§ Activity:
Using the listing that follows, return every line with the word "junctions".

§ The input:
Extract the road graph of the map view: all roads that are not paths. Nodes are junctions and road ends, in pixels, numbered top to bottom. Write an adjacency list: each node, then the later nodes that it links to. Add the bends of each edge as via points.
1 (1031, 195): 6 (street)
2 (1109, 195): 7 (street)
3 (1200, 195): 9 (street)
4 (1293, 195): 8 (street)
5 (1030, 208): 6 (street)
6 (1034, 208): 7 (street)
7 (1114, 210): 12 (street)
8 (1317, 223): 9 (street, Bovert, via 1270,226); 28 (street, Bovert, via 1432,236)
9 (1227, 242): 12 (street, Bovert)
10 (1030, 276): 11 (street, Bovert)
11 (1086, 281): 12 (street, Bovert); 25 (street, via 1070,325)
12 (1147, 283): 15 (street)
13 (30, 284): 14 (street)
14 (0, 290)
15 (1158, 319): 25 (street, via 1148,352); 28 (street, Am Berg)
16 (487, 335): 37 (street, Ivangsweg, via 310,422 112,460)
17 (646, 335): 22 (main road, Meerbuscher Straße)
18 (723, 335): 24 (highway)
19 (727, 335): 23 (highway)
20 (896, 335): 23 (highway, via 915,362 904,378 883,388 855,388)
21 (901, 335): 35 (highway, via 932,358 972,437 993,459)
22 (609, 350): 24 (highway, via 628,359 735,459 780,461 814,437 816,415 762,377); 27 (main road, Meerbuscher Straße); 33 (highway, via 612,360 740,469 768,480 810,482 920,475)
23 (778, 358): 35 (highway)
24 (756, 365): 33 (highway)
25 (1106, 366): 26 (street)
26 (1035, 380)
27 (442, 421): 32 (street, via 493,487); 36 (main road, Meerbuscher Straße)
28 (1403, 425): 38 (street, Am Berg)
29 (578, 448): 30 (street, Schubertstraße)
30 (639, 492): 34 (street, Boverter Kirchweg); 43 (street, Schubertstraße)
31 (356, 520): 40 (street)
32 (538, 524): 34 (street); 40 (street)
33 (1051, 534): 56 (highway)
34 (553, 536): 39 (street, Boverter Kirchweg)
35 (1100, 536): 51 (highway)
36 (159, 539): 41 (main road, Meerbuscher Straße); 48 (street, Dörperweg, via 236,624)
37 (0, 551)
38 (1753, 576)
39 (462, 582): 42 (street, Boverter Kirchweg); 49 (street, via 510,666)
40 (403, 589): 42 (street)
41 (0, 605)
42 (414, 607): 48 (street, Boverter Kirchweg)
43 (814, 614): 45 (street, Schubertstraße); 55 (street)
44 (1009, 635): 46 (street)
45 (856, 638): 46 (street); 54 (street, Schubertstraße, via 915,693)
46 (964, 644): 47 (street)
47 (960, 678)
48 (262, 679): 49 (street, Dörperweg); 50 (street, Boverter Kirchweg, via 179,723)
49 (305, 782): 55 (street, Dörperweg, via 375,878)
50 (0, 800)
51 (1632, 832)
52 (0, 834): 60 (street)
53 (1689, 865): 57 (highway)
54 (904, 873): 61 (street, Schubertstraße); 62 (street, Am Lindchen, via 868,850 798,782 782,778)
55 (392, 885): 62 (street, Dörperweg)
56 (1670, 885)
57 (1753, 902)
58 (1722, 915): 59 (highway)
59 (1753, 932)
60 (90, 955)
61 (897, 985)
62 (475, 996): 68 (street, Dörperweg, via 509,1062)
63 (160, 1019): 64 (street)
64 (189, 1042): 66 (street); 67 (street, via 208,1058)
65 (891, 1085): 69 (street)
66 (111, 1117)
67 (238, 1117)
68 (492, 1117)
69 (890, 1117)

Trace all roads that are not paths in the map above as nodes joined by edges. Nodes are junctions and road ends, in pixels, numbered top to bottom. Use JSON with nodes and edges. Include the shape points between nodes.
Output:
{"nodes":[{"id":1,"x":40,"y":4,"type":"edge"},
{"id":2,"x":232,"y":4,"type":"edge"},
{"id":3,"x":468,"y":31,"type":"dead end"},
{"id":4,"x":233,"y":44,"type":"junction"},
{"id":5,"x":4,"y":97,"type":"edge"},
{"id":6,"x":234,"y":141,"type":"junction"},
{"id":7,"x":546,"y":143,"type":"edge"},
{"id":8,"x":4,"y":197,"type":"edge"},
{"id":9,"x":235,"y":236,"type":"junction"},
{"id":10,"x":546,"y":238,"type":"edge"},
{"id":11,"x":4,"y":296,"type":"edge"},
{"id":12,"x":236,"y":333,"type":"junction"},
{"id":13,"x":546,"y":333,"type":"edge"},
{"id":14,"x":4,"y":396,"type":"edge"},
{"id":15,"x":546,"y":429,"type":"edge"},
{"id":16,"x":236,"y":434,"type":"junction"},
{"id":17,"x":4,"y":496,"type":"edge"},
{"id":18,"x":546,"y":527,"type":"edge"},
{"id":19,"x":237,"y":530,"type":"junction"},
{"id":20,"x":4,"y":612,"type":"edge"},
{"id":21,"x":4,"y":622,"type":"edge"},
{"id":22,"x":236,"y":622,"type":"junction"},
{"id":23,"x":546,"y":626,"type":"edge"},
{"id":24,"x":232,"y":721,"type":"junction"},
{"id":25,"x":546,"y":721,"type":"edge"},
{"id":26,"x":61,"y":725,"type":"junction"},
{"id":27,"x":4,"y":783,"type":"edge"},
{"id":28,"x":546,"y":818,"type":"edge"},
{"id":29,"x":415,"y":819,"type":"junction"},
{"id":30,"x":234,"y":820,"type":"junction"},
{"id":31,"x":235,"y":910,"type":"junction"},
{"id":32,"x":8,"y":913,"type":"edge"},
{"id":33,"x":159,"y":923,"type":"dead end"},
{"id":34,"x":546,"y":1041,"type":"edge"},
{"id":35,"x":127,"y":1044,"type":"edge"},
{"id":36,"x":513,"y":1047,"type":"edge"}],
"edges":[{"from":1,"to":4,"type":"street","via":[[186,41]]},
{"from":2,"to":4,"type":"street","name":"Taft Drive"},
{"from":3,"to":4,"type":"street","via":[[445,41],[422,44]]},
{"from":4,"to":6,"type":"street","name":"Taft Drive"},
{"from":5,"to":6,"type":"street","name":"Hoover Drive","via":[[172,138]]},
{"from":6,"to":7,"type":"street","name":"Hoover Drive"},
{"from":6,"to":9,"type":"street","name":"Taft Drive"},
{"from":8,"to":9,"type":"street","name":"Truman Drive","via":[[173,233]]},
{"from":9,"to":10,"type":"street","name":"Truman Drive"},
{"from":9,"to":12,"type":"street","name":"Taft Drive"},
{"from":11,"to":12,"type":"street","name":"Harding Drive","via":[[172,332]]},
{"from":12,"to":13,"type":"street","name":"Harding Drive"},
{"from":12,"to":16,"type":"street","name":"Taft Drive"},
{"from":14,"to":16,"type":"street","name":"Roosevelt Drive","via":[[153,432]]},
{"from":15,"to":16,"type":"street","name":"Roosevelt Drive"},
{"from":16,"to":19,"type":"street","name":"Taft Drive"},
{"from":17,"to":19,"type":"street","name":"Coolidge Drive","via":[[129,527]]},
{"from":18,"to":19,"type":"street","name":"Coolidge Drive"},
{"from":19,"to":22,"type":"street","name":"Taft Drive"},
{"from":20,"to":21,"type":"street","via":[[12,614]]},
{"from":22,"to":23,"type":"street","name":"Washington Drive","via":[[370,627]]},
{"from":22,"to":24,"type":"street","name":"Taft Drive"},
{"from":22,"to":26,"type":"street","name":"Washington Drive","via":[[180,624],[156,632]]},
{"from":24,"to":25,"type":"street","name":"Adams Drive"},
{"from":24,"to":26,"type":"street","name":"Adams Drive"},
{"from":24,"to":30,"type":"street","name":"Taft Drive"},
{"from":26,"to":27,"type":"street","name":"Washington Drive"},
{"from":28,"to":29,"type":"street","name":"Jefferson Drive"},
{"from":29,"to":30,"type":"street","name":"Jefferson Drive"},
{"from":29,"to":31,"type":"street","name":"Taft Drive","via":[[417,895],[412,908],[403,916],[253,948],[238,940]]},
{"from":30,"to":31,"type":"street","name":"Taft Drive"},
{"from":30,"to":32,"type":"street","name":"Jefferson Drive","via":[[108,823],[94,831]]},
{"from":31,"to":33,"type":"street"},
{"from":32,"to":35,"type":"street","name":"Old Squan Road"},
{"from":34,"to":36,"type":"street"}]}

§ Solution for this exercise:
Extract the road graph of the map view: all roads that are not paths. Nodes are junctions and road ends, in pixels, numbered top to bottom. Write an adjacency list: each node, then the later nodes that it links to. Add the bends of each edge as via points.
Trace all roads that are not paths in the map above as nodes joined by edges. Nodes are junctions and road ends, in pixels, numbered top to bottom. Use JSON with nodes and edges. Include the shape points between nodes.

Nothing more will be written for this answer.